Bereits bei der Aufbereitung auf den Höfen müssen 5 bis 10 % der Mengen aussortiert werden, die dann, anders als in anderen Jahren, nicht an die Trockenindustrie geliefert wird, sondern eher auf dem Acker entsorgt werden müssen. So weit ist die Fäulnis bereits fortgeschritten. Aus diesem Beispiel wird deutlich, worin die Brisanz in diesem Jahr liegt. In Frankreich, Holland und Belgien gab es bei Konsumkartoffeln nämlich fast normale Erntemengen. Die in der Statistik ausgewiesenen Mindermengen resultieren in erster Linie aus den Einschränkungen in Stärkekartoffelproduktion. Erst die Verluste, die jetzt im Lager oder in der Fläche entstehen mindern die Verfügbarkeit im Konsumsektor. Dass die Absortierungen meist gar nicht mehr industriell verwendet werden können vergrößert die Probleme der Trockenindustrie umso mehr.

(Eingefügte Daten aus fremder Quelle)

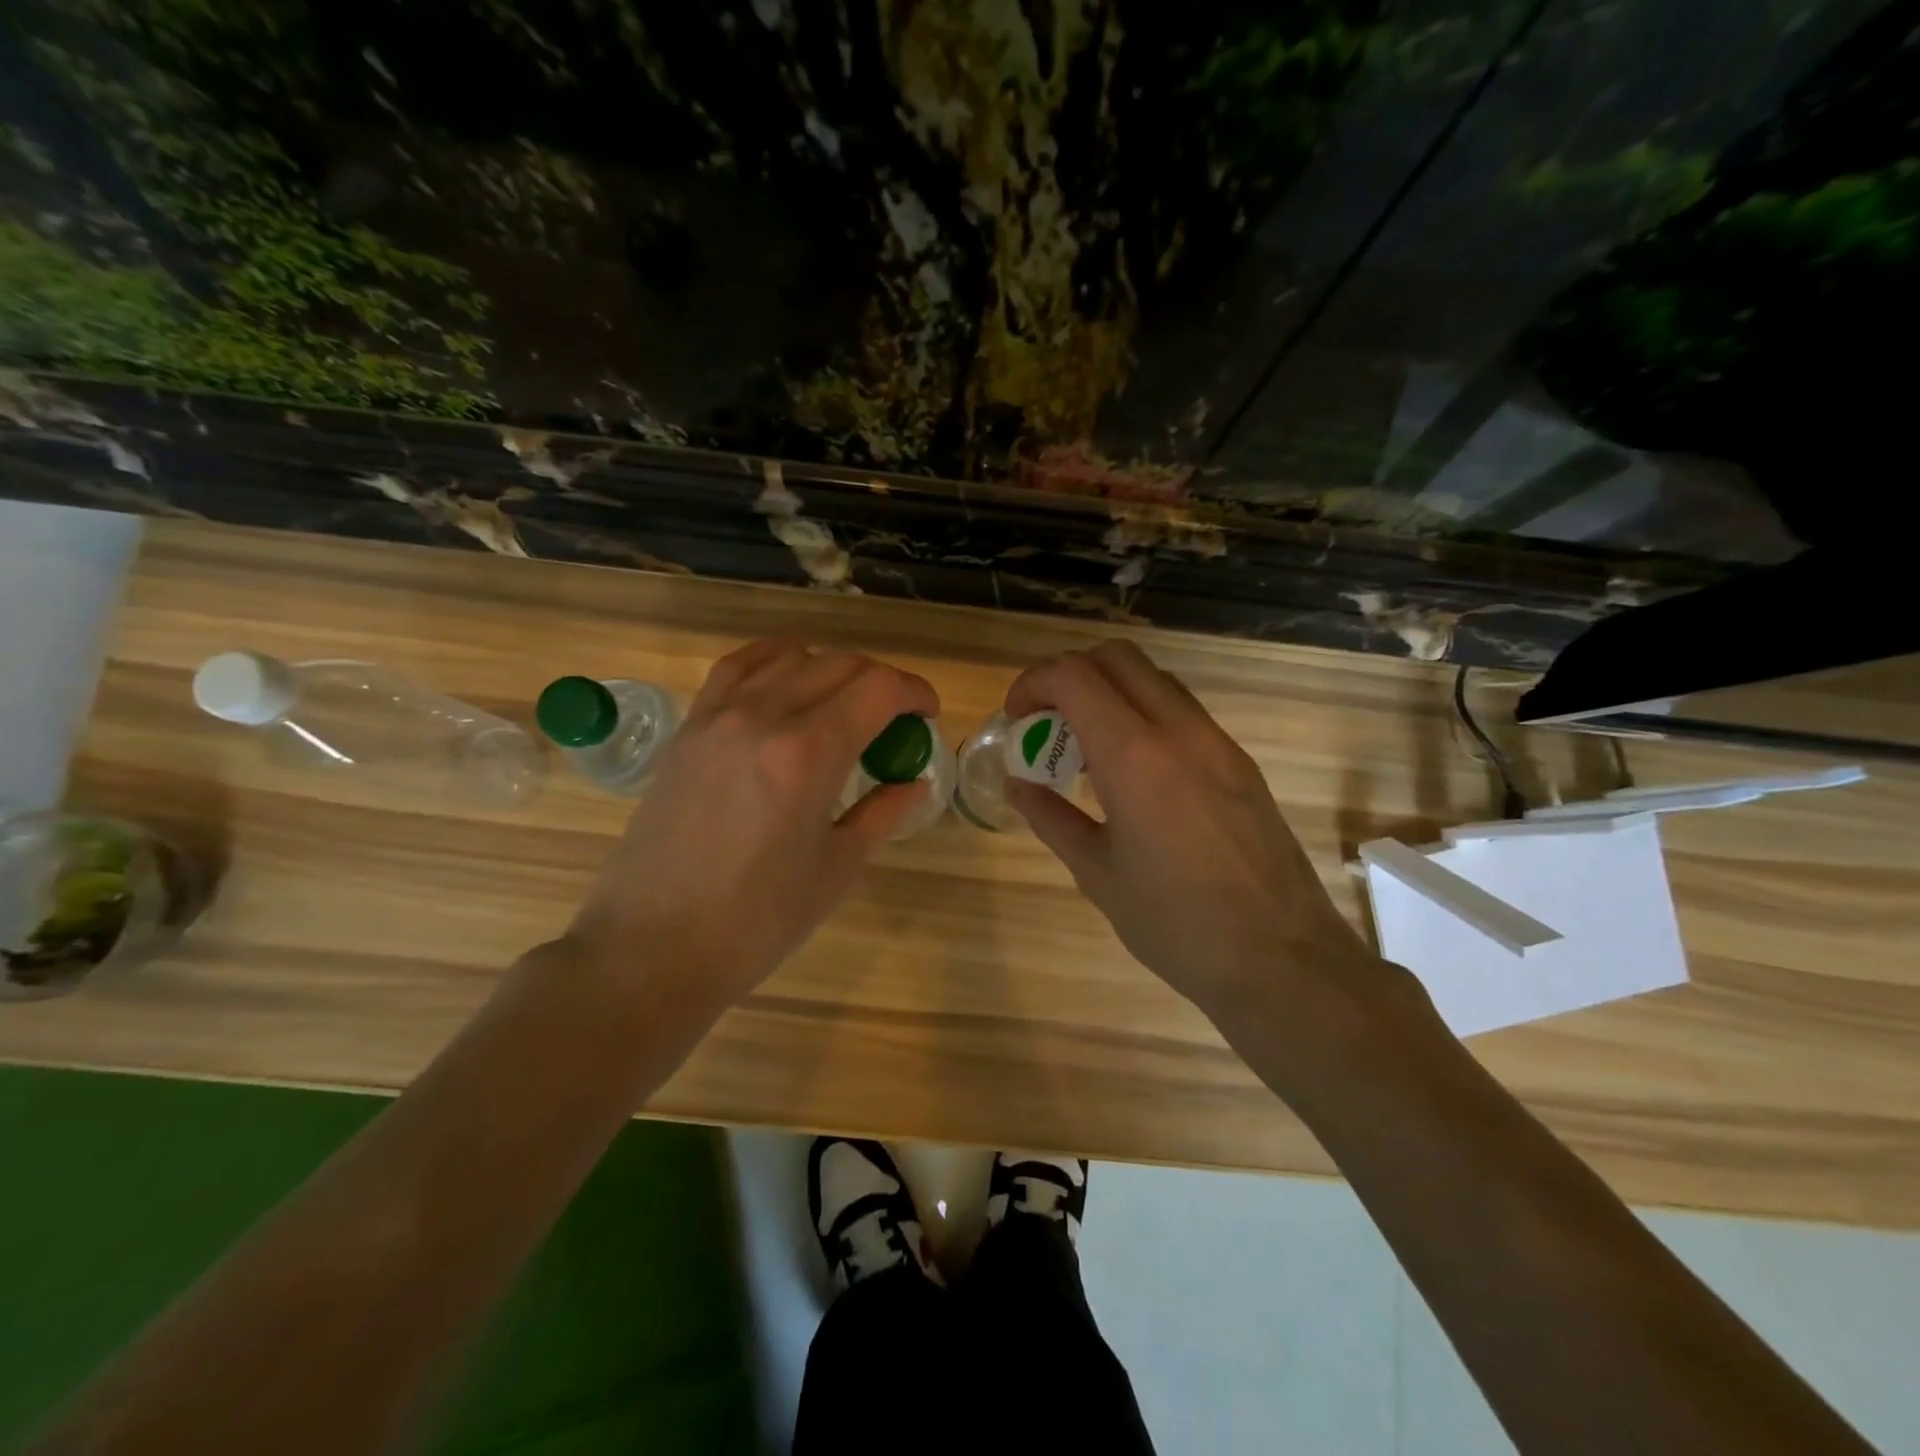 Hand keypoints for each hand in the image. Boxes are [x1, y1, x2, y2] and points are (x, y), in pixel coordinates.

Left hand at [567, 639, 938, 1014]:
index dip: (915, 692)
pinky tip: (787, 679)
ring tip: (844, 702)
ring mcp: (717, 717)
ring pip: (789, 656)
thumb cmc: (757, 921)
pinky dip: (773, 660)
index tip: (928, 715)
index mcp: (809, 754)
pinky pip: (736, 668)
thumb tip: (914, 781)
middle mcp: (763, 717)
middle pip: (839, 664)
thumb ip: (883, 813)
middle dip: (881, 682)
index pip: (878, 688)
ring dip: (831, 668)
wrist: (652, 948)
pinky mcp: (688, 729)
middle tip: (895, 719)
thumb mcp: (837, 869)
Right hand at [1004, 640, 1376, 1018]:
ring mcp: (1218, 743)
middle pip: (1117, 657)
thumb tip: (1018, 783)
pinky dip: (1144, 717)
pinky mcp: (1240, 763)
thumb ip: (1051, 817)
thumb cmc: (1175, 924)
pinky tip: (1134, 774)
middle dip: (1070, 675)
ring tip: (1088, 750)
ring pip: (1154, 680)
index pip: (1074, 676)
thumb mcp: (1097, 873)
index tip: (1016, 719)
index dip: (1033, 683)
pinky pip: (1182, 712)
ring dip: (1110, 693)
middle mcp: (1179, 731)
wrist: (1282, 960)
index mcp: (1135, 756)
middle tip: (1048, 722)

Während die Verarbeiter also vorerst Sonderschichten fahren müssen, um den knappen Rohstoff bestmöglich zu nutzen und somit auch sehr preiswert einkaufen zu können, entwickelt sich der Exportmarkt besser und besser und nimmt schon seit Wochen trockene und abgelagerte Kartoffeln für den Versand nach Süd- und Osteuropa auf.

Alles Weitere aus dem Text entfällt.